Bigger House or Invest in Index funds?

Anonymous
Would you invest 350000 into a better inside beltway house or into an index fund? Which has better returns, assuming one can live happily in the current house
Anonymous
Anonymous wrote:Would you invest 350000 into a better inside beltway house or into an index fund? Which has better returns, assuming one can live happily in the current house

Houses inside beltway probably will appreciate more especially if you use leverage.
Anonymous
Index funds ofcourse. Less stress, no moving. At some point you can buy a house cash inside beltway or your kids can. While the houses here go up, so does your house.
I would go riskier than index funds with some of the cash like $100k.
Don't fix something that doesn't need to be fixed. Your expenses will also go up most likely on the house.
Anonymous
If you're happy in the current home, go with index funds. A primary residence isn't truly an investment property anyways- as you would have to sell it in order to gain access to the equity you hope that it builds - and by then, home prices where you look to buy next have also risen.
Anonymous
If it will bring you a lot of happiness, I’d get the house
Anonymous
Anonymous wrote:If it will bring you a lot of happiness, I’d get the house


+1000000.

You can’t take it with you. Enjoy living in a nicer home.
Anonymous
I think Ramit Sethi would say the index fund is the better investment but if you want the house - get the house.
Anonymous
Anonymous wrote:Would you invest 350000 into a better inside beltway house or into an index fund? Which has better returns, assuming one can live happily in the current house


Depends on your stage in life. If you have really young kids and you'd like a better located house/walkable to everything/better school, etc. a new house would make sense. If you are empty nesters or close, or kids are high schoolish and have a lot of friends in the neighborhood/school, stay where you are and invest in the market.
Anonymous
Unanswerable without the big picture. Will the $350K be a potential additional investment into an already substantial 7-figure+ diversified low-cost portfolio, or will it represent all or most of your investable assets? In the latter case you're taking a huge risk by placing your money into a single asset type, in a single location. That's the antithesis of a bedrock investing principle, which is to diversify investments to reduce volatility and risk. If the former, and you don't already own other real estate in some form (REITs, rental properties), you may be actually achieving greater diversification by increasing your present portfolio allocation to real estate, even if only in the form of a single property. That said, the risk with that particular asset will still be higher than the risk profile of diversified index ETFs or mutual funds. As long as real estate is a relatively modest component in a larger diversified portfolio, adding to the percentage allocated to real estate isn't necessarily a terrible choice.

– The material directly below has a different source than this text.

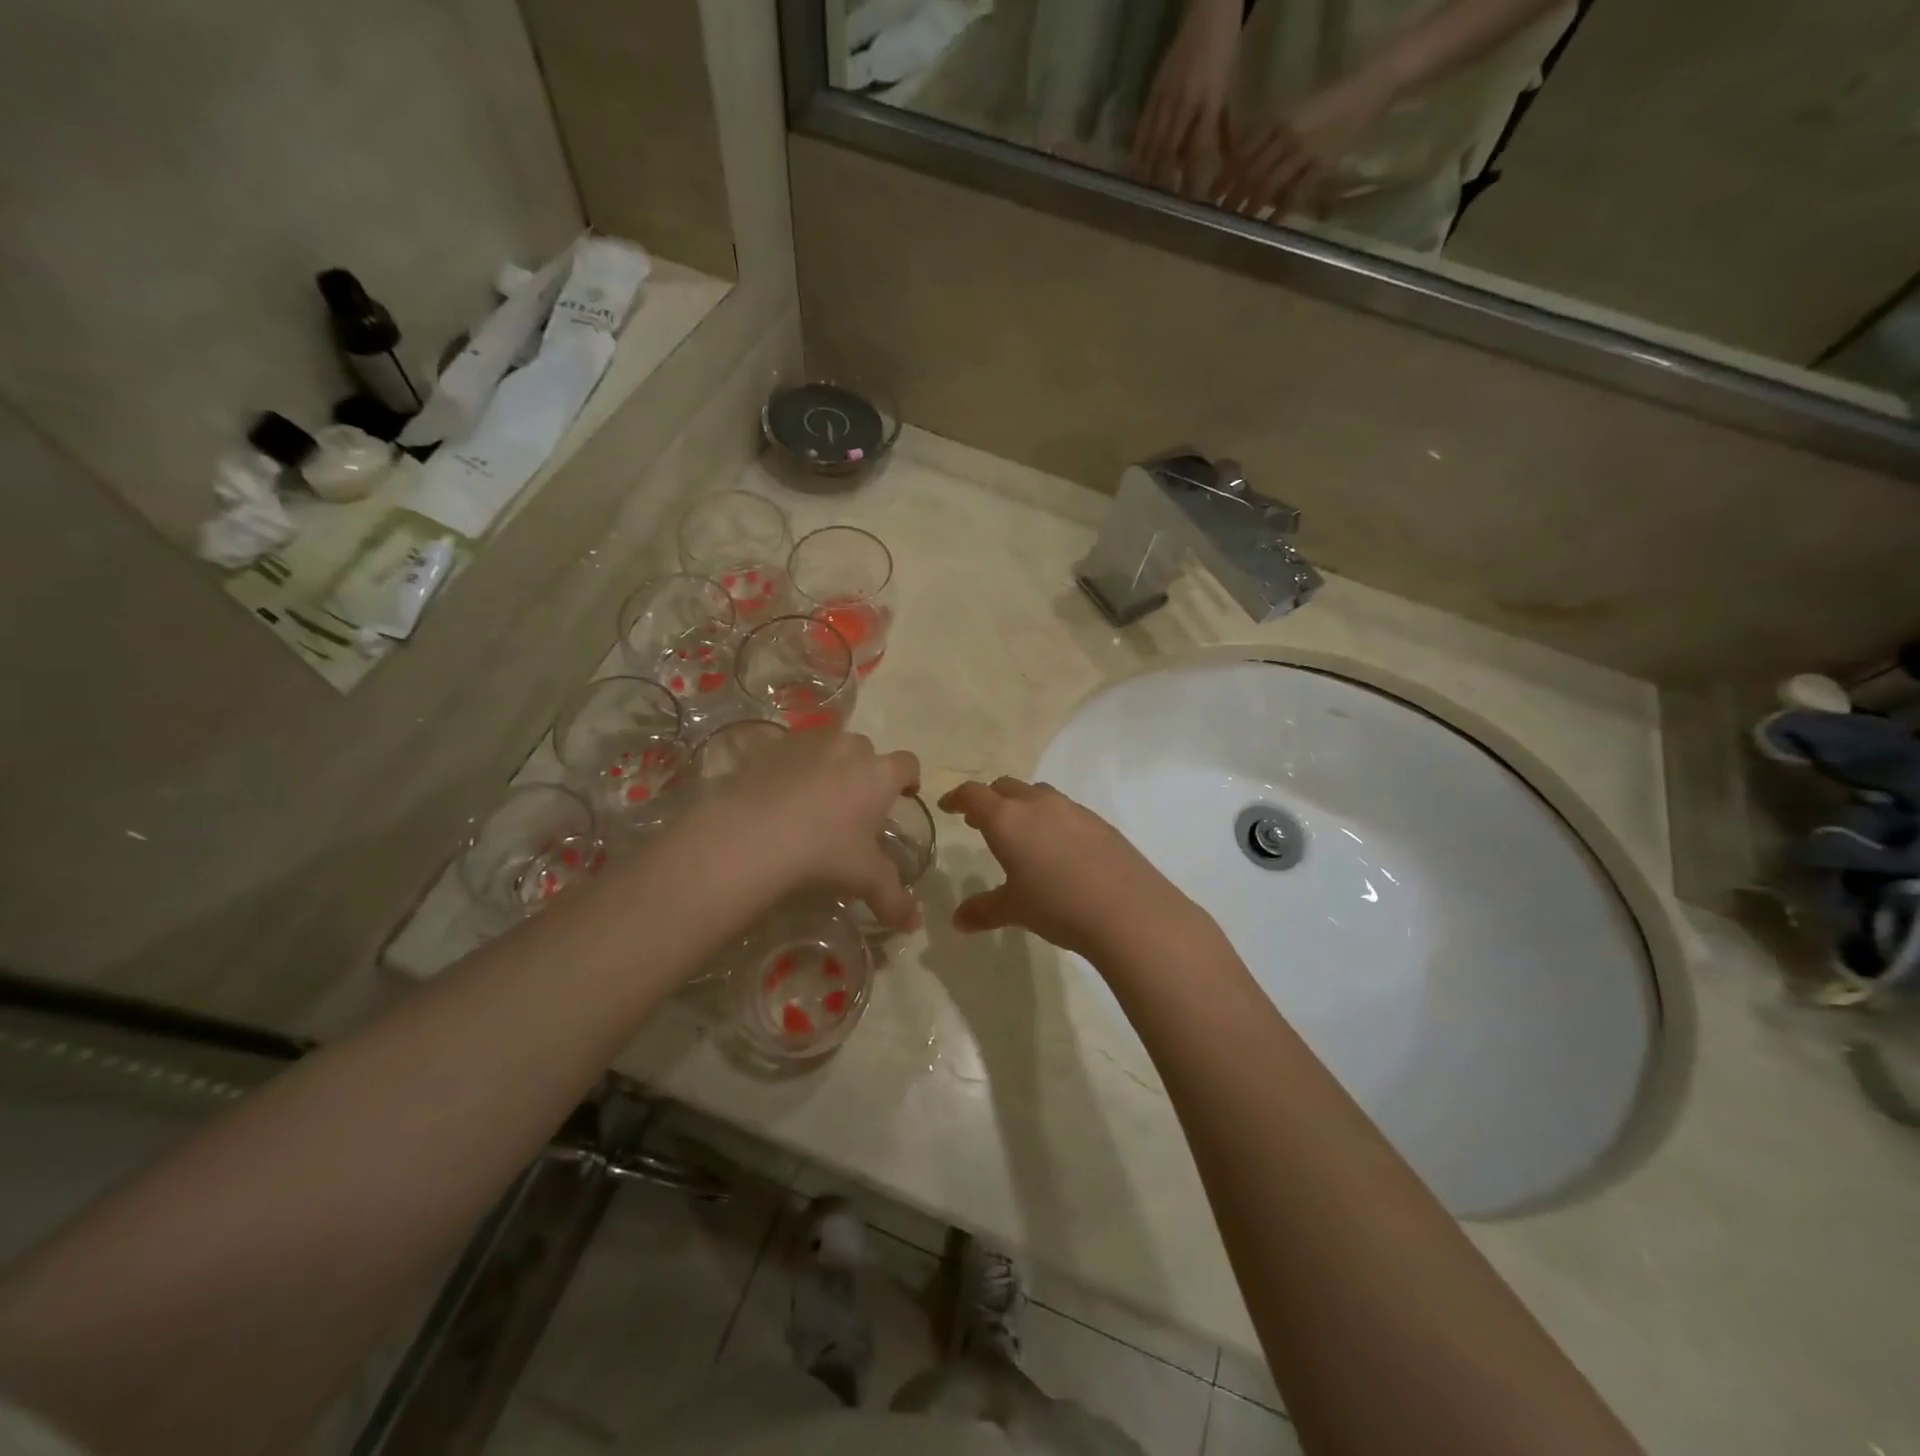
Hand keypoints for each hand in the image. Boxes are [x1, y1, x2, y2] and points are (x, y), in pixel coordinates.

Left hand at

All that notwithstanding, it's usually a mistake to view a principal residence as an "investment". It's a place to live, which is incidentally subject to movements in the real estate market generally and in your area more specifically. Treat your investments as such - liquid, diversified, low expense, long-term, and consider your residence as exactly that a component of your lifestyle, not as something acquired primarily in the hope of making money from it at some future time. For that, with real estate, look at REITS or rental properties if you think real estate is attractive for its investment potential as compared to alternatives which are more liquid and less management intensive (many professionals do not).
Anonymous
Anonymous wrote:I think Ramit Sethi would say the index fund is the better investment but if you want the house - get the house.


Pretty much this, assuming you are talking about exchanging your home. If it's an investment property, then index fund all the way.